JSE listed retailers: Identifying impressive outperformance

JSE listed retailers listed in the General Retailer or Food and Drug Retailer sub-indexes continue to enjoy great approval from investors. They have outperformed the All Share Index since 2003 by very large margins with the Food and Drug Retailers performing especially well with this Index rising by an extraordinary 1200% over the period 1 January 2003 to 22 June 2012 compared to a still very satisfactory 400% improvement for the All Share Index.

The General Retail Index did twice as well as the All Share. Over the period January 2003- June 2012 the JSE ALSI provided an average return, including dividends, calculated monthly of 15.2% p.a., compared to 25.3% from the General Retailers and 28.7% realised by the Food and Drug Retail Index.

The sector has re-rated: prices have risen further than earnings

The outperformance by retailers was almost as impressive on the earnings front. Retail Index earnings per share have grown twice as fast as All Share Earnings, growing six times compared to the three fold increase recorded by the market as a whole (including the contribution made by retailers. The General Retailers, having seen earnings decline in the recession of 2009, have now caught up with Food and Drug Index earnings per share. Impressively the Food and Drug Retailers were able to sustain impressive growth in their earnings despite the recession.

Over the past twelve months to 22 June the General and Food Retailers, co-incidentally, both provided their shareholders with as much as a 34% return. Clearly investors continue to be surprised by the sustained excellent economic performance of the retailers. Returns of this order of magnitude are far in excess of the risk adjusted returns required to satisfy investors and therefore must represent further unexpectedly good performance over the past twelve months. But having been surprised, investors have come to expect more from their retailers, as revealed by more demanding valuations.

The Food retailers are trading at over 25 times trailing earnings and the General Retailers 18 times compared with the market as a whole that is priced at a much less demanding 12.5 times reported earnings.

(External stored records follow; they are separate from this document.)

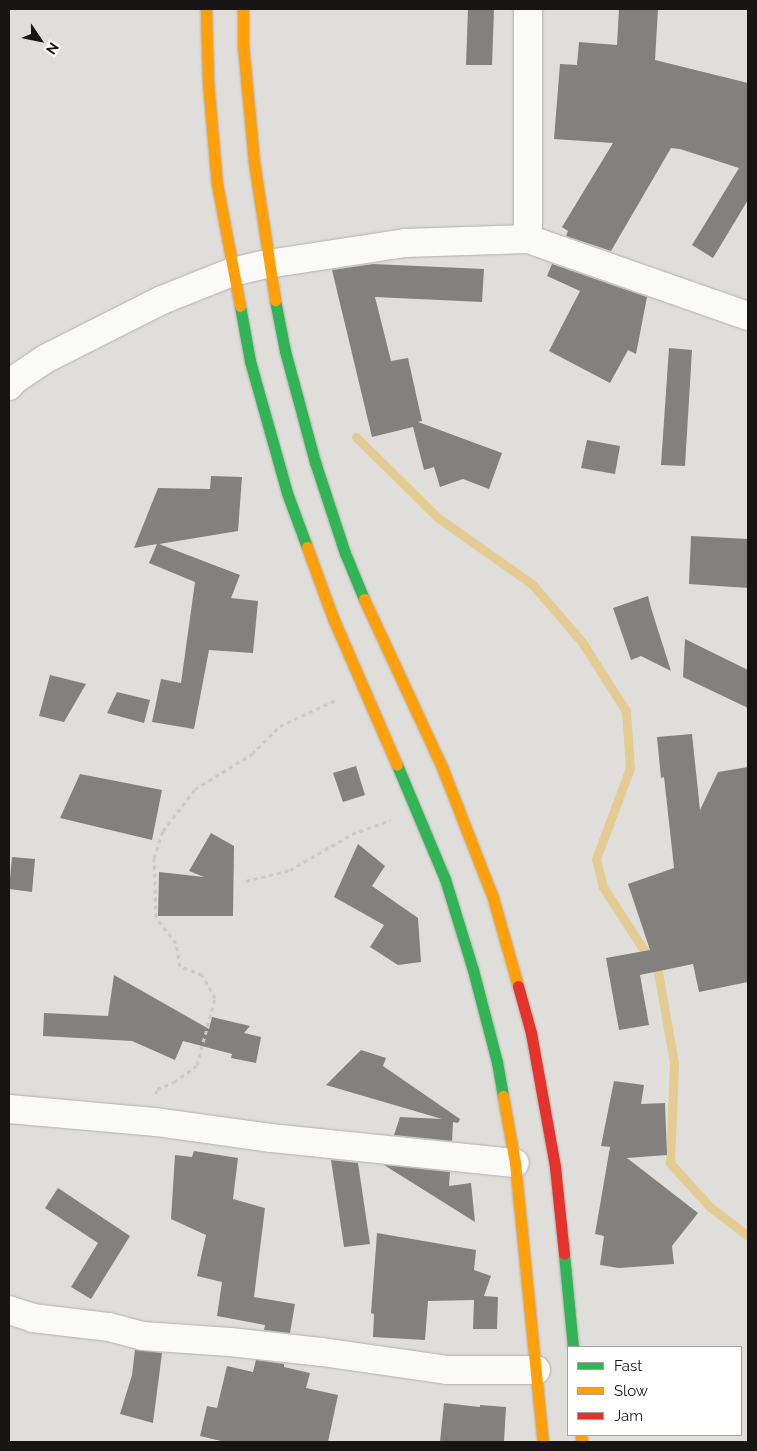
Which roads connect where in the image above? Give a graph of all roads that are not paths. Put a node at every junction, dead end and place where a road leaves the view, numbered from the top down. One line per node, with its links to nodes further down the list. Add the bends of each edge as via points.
1 (206, 9): 6 (main road, via 208,82 217,184)
2 (243, 9): 5 (main road, via 243,45 254,162)
3 (528, 9): 4 (street)
4 (528, 239): 5 (street, via 405,243); 7 (street)
5 (268, 264): 6 (street); 12 (main road, via 285,351 315,462 345,553 373,622 442,767 493,898 531,1034 555,1167)
6 (232, 272): 8 (street, via 162,300 45,359); 10 (main road, via 250,361 287,493 333,618 445,880 474,970 497,1062)
7 (748, 316)
8 (9, 386)
9 (9, 1109): 10 (street, via 156,1122 272,1138)
10 (515, 1163): 13 (main road)
11 (9, 1310): 13 (street, via 33,1318 109,1327 143,1336 304,1350 447,1370)
12 (572, 1346)
13 (536, 1370): 14 (main road)
14 (542, 1442)

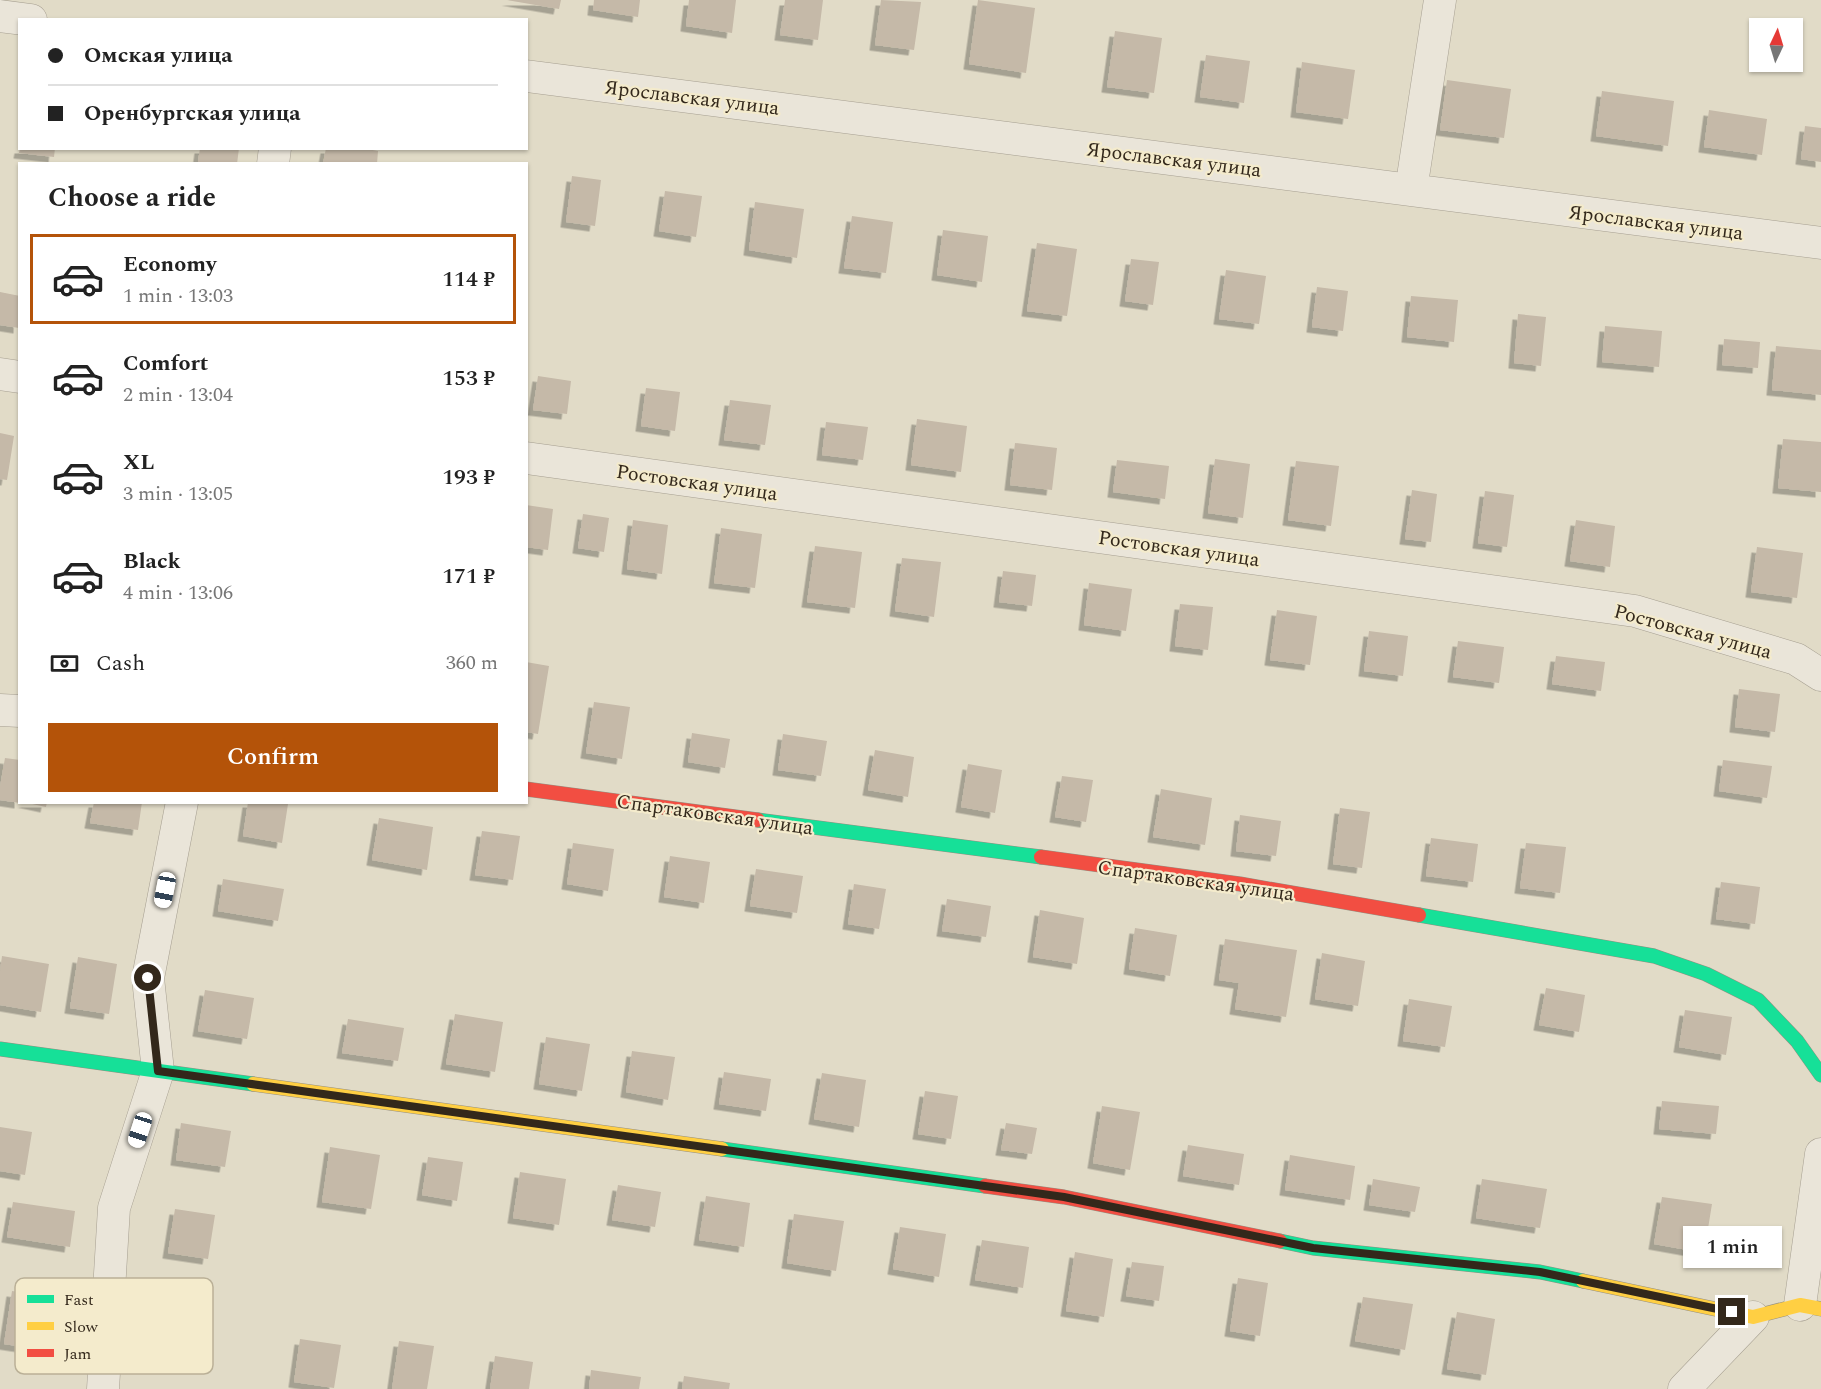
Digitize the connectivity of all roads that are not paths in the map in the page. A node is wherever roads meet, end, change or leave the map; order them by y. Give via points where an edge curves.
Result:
1 (1440, 0) edge
2 (0, 16) edge
3 (18, 18) edge
4 (528, 76) edge
5 (1410, 190) junction
6 (1821, 243) edge
7 (0, 374) edge
8 (18, 377) edge
9 (528, 458) edge
10 (1821, 675) edge
11 (0, 710) edge
12 (18, 711) edge
13 (528, 789) edge
14 (182, 804) edge
15 (0, 1049) edge
16 (158, 1071) junction
17 (1821, 1075) edge
18 (1821, 1154) edge
19 (110, 1278) edge
20 (1810, 1307) edge
21 (1753, 1317) junction
22 (104, 1374) edge
23 (103, 1389) edge
24 (1683, 1389) edge

1 - 5 street
2 - 3 street
4 - 5 street, Ярославская улица
5 - 6 street, Ярославская улица
7 - 8 street
9 - 10 street, Ростовская улица via 1635,611 1796,659
11 - 12 street
13 - 17 street, Спартаковская улица via 1240,884 1654,956 1706,974 1758,1000 1797,1041
14 - 16 street via 148,978
15 - 16 street
16 - 19 street via 114,1208
16 - 21 street via 1064,1197 1313,1248 1540,1272
18 - 20 street
20 - 21 street
21 - 24 street
22 - 23 street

Identifying the performance drivers

As we indicated in our previous report on retailers on the JSE, these companies, in growing their earnings, have realised extraordinarily good (internal) returns on shareholders capital they have invested in recent years. The accounting returns on equity capital for the latest reporting period have ranged from 20% to 49% as indicated in the table below.

Given these exceptionally good returns on capital and given what have become demanding market valuations, we thought it helpful to compare the listed retailers using three metrics. In our previous report we compared Shoprite to Pick n Pay and Woolworths. In this report we extend the comparison to Truworths (TRU), The Foschini Group (TFG) and Mr Price (MPC).

Firstly we compare the ability of the different retailers to realise cash from sales revenue. In the figure below we compare cash to sales ratios of three retailers. All three have proven ability to turn sales into cash on the balance sheet but TRU is a clear leader in this regard as may be seen.

But realising cash is not all that will determine the value of the company. It is what is done with the cash that will matter to shareholders. Investing the cash will add more value than paying it out in dividends or share buy backs, provided the returns on capital exceed their opportunity costs. Clearly the retailers meet this proviso by large margins.

We show the ratio of capex to cash flows below. By this criterion TRU ranks behind MPC and more so TFG. TFG appears as the most willing to turn cash into fixed and perhaps also working assets. But all three retailers typically invest only at best to half the cash they generate.

This reluctance, or rather perhaps the inability, to find value adding investment opportunities is demonstrated by rather tepid and variable growth in capital expenditure itself as we show below. As may be seen the rate of capital expenditure appears to have slowed down in recent years.

Conclusion

It seems fair to conclude that these listed retailers have done done much better at the operating level than they have at identifying and implementing growth enhancing investment activity. If they are to surprise the market in the future as they have done in the past, they would need to do both. Brian Kantor

Retailers: What shareholders should expect

What should investors wish of the companies they own a share of? Ideally their management is able to generate an (internal) rate of return on the shareholders capital they invest that is in excess of the opportunity cost of that capital. The larger the excess returns, the more capital the company would be encouraged to invest and the more the share market will approve of such growth over time.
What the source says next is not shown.